**** EXERCISE INPUTS ****

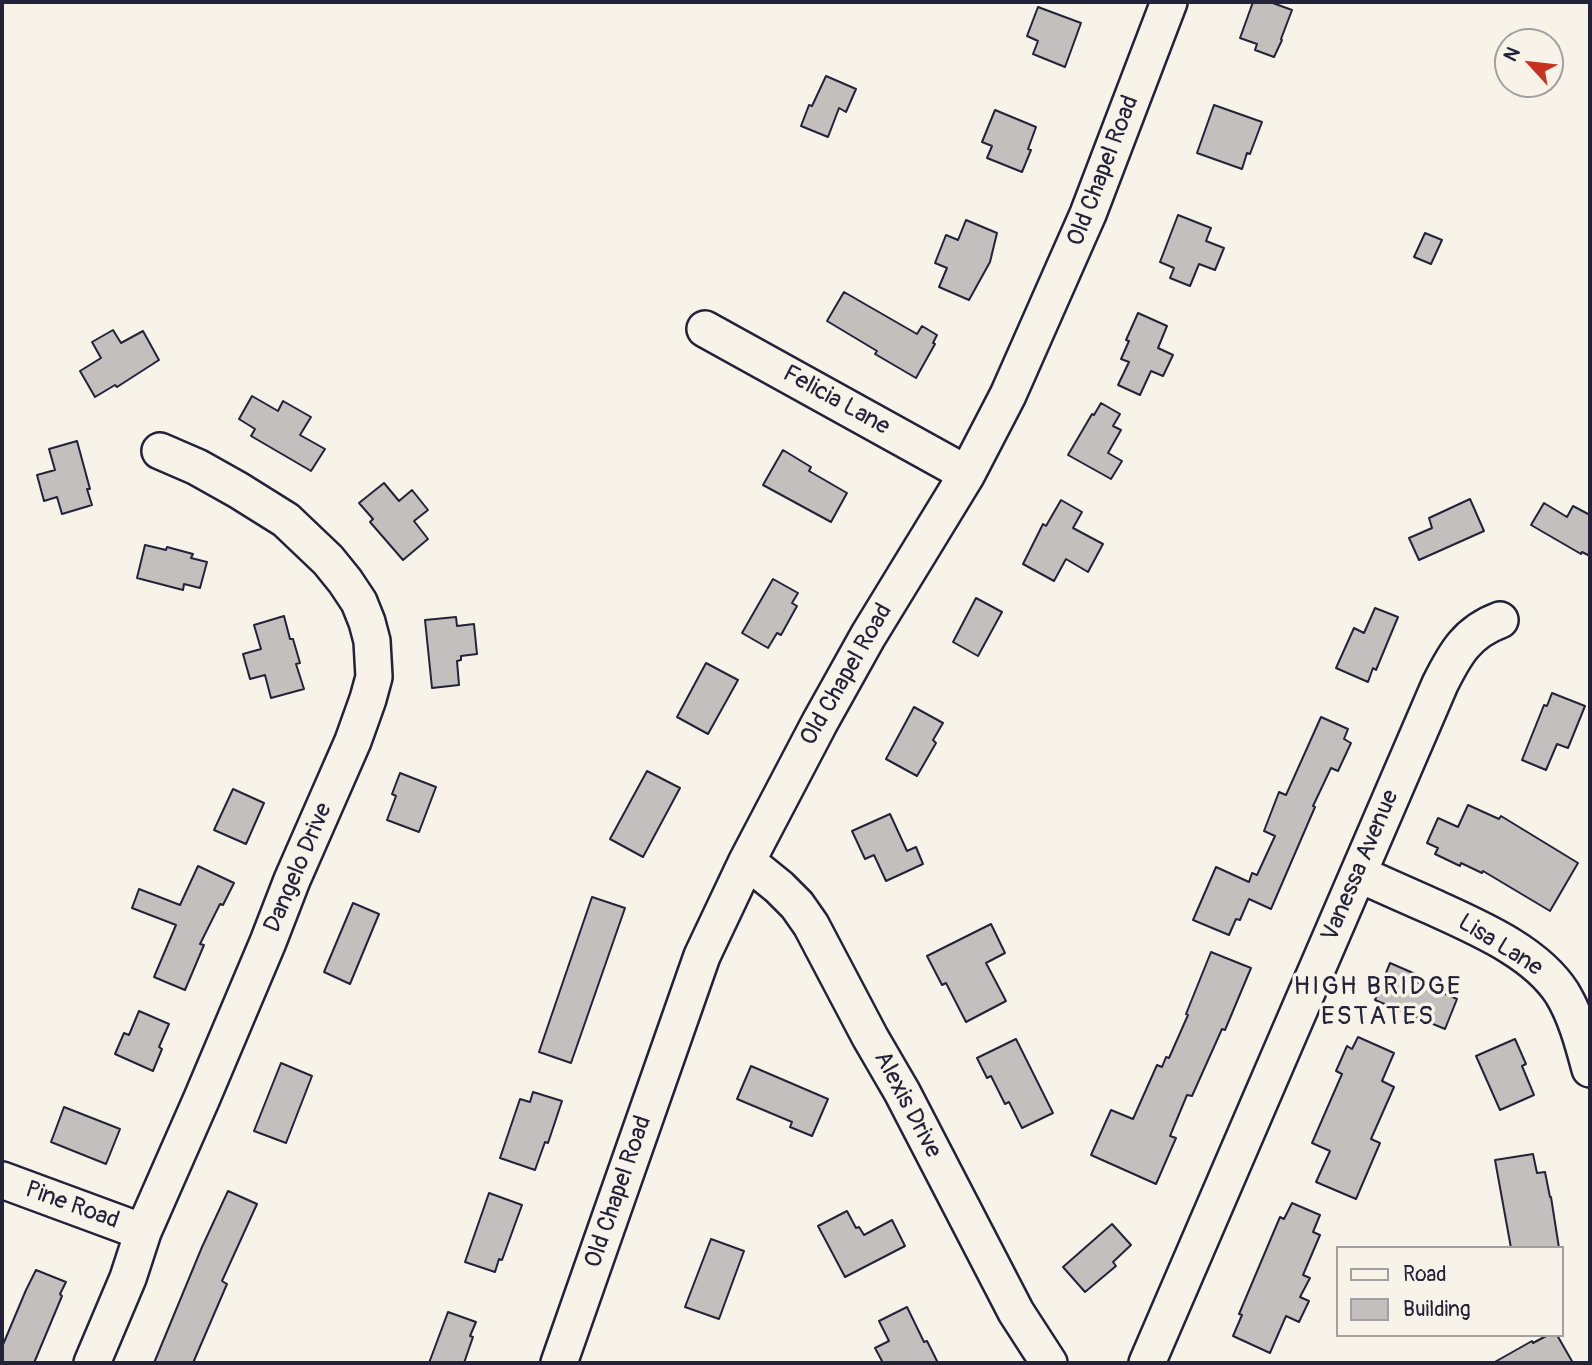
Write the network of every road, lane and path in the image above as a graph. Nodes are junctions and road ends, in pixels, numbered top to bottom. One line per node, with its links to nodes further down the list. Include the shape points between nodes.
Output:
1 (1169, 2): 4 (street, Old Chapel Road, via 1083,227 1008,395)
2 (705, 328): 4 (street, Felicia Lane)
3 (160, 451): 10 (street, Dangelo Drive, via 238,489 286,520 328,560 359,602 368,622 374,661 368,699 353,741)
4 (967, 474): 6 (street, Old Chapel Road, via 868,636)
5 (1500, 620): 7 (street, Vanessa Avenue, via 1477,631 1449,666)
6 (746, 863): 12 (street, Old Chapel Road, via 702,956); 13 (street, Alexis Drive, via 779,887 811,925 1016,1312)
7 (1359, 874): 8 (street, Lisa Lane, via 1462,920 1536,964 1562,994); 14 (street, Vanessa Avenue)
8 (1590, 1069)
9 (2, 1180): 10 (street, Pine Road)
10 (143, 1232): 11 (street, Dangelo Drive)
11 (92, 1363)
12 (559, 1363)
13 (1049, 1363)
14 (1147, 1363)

****
**** EXERCISE INPUTS ****

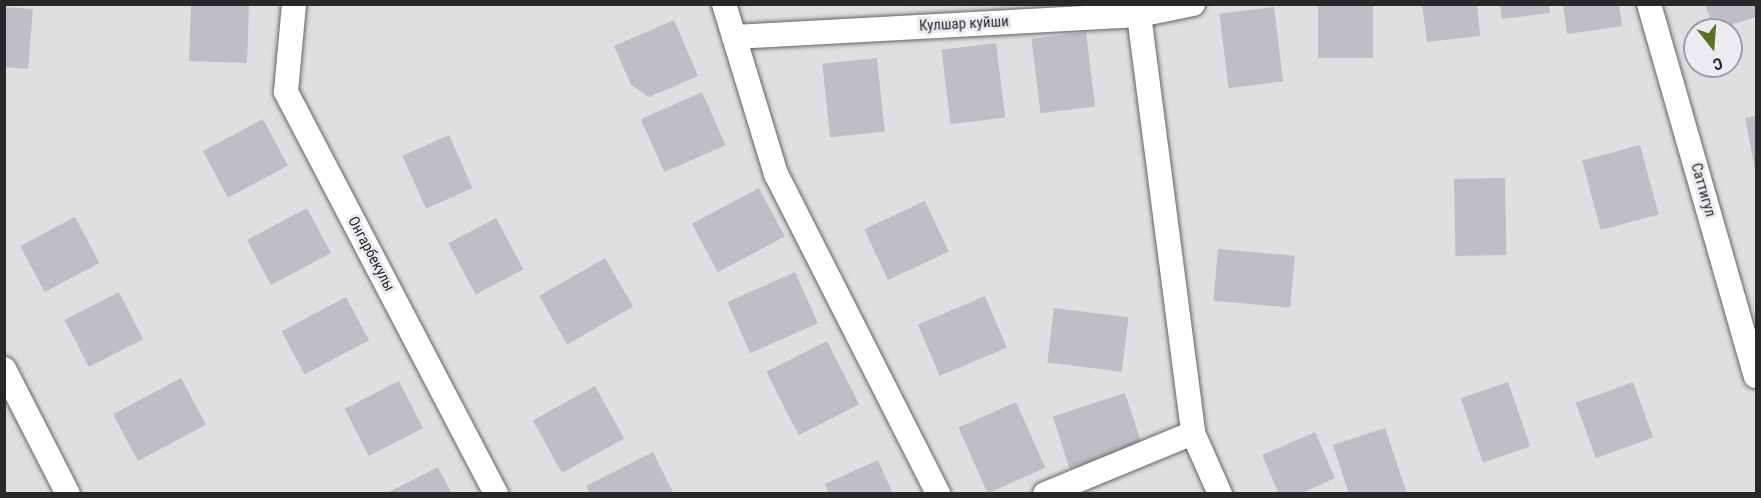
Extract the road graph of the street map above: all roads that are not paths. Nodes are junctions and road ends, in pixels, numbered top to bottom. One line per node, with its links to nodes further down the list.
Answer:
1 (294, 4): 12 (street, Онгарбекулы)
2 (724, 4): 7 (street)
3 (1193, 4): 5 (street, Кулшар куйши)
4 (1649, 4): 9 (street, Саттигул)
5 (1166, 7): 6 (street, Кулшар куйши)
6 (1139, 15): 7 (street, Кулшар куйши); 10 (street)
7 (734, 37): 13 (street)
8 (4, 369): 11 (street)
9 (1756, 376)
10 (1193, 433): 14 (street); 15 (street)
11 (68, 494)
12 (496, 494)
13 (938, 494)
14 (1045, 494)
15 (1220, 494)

****

• [TASK TO COMPLETE]:
Check each line above for the word "Nodes" and copy the ones that have it.

• [RESULT OF THIS EXERCISE]:
Write the network of every road, lane and path in the image above as a graph. Nodes are junctions and road ends, in pixels, numbered top to bottom. One line per node, with its links to nodes further down the list. Include the shape points between nodes.
Extract the road graph of the street map above: all roads that are not paths. Nodes are junctions and road ends, in pixels, numbered top to bottom. One line per node, with its links to nodes further down the list.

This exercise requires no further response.